UK News Publisher Enforces Access Controls Against Unwanted Automated Traffic

Case Study

Background

A large UK-based news publisher operates multiple high-traffic digital properties with a strong focus on original reporting and investigative journalism. Over time, the publisher observed a steady increase in automated access from AI crawlers, scrapers, and headless browsers—many of which ignored declared access rules and placed growing strain on infrastructure.

While a robots.txt policy was in place, the publisher lacked reliable visibility into which actors complied with it and which did not.
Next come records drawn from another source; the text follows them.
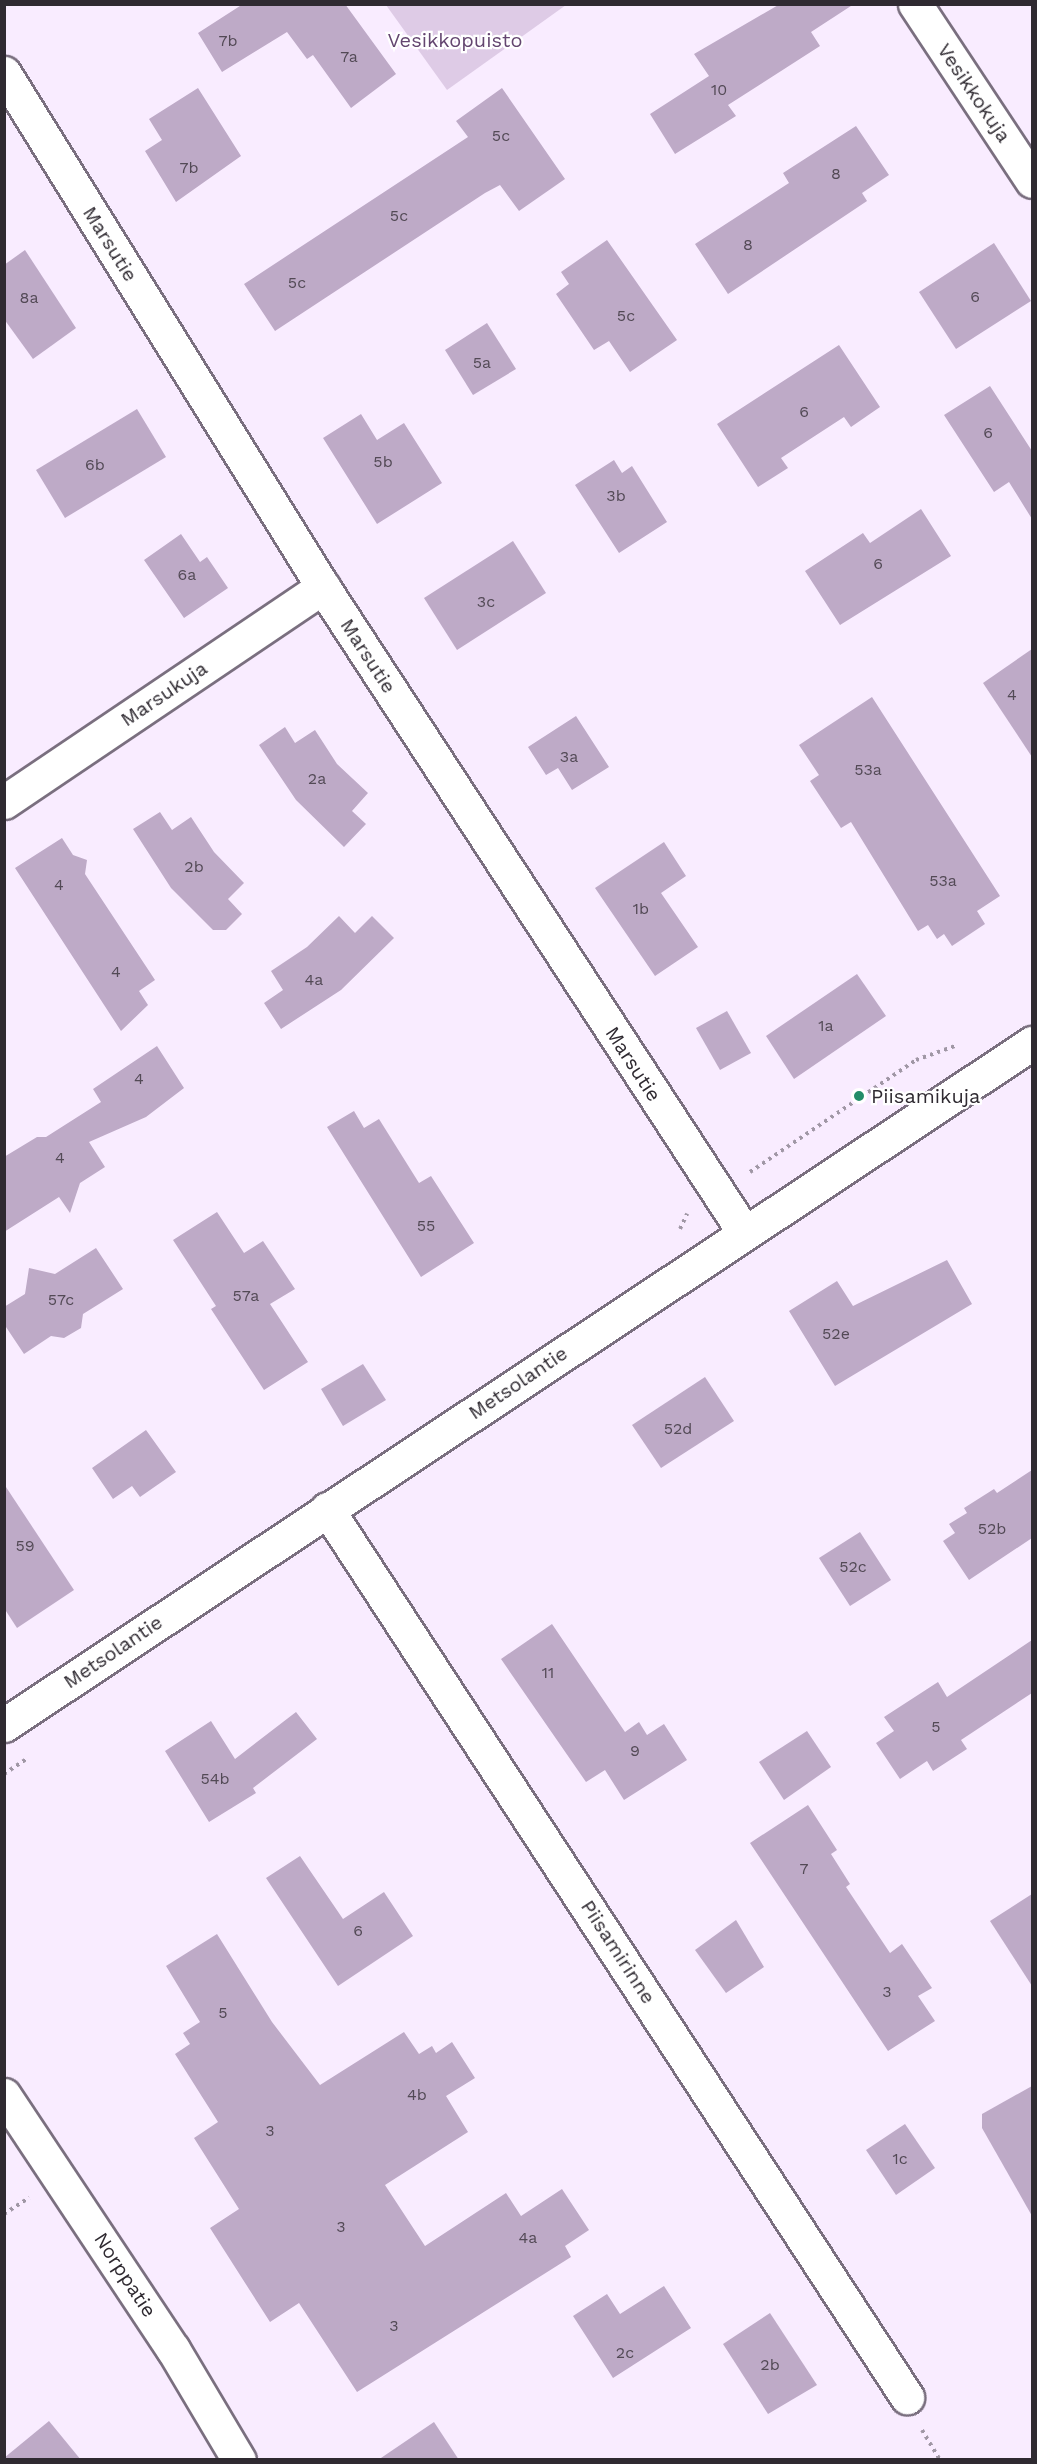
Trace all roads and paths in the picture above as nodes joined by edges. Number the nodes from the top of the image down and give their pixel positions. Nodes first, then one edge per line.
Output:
1 (915, 4) edge
2 (4, 73) edge
3 (1032, 180) edge
4 (323, 587) junction
5 (4, 802) edge
6 (1032, 1043) edge
7 (744, 1232) junction
8 (327, 1509) junction
9 (4, 1725) edge
10 (4, 2095) edge
11 (907, 2397) dead end
12 (239, 2460) edge

1 - 3 street, Vesikkokuja
2 - 4 street, Marsutie
4 - 5 street, Marsukuja
4 - 7 street, Marsutie
6 - 7 street, Metsolantie
7 - 8 street, Metsolantie
8 - 9 street, Metsolantie
8 - 11 street, Piisamirinne
10 - 12 street, Norppatie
Existing tooling provided aggregated bot metrics but no practical way to distinguish compliant automation from unwanted access at a technical level.

Challenge

The publisher faced three core challenges:

  • Lack of enforceability: Access rules were declarative but not technically enforced

  • Limited attribution: Automated traffic could not be reliably classified or traced to specific behaviors

  • Operational risk: Any mitigation had to avoid SEO impact, false positives, or disruption to legitimate users

Additionally, legal and editorial stakeholders required clear evidence of non-compliant access before taking further action.

Solution

Centinel was deployed in monitoring mode at the edge, allowing the publisher to analyze automated traffic in real time without blocking.

Using behavioral signals, fingerprinting, and protocol-level analysis, Centinel provided a detailed breakdown of non-human traffic, including:

  • AI crawlers and large-scale scraping frameworks

  • Headless browser automation mimicking real user behavior

  • Repeated access patterns inconsistent with declared crawler identities

After a review phase with engineering and legal teams, the publisher enabled targeted enforcement rules against clearly non-compliant traffic while allowing compliant crawlers to continue accessing content.

Results

Within weeks of enforcement:

  • A significant portion of unwanted automated requests was blocked

  • Infrastructure load from abusive traffic was reduced without performance regressions

  • Editorial and legal teams gained concrete evidence of access violations

  • Search visibility and legitimate discovery remained unaffected

Importantly, the publisher was able to move from a policy-based stance to technical enforcement, backed by measurable data.

Outcome

Centinel became a permanent part of the publisher’s traffic control stack, providing ongoing visibility and enforcement against evolving bot behavior. The publisher now uses Centinel not only to block unwanted access, but also to inform internal discussions around AI usage, licensing, and content governance.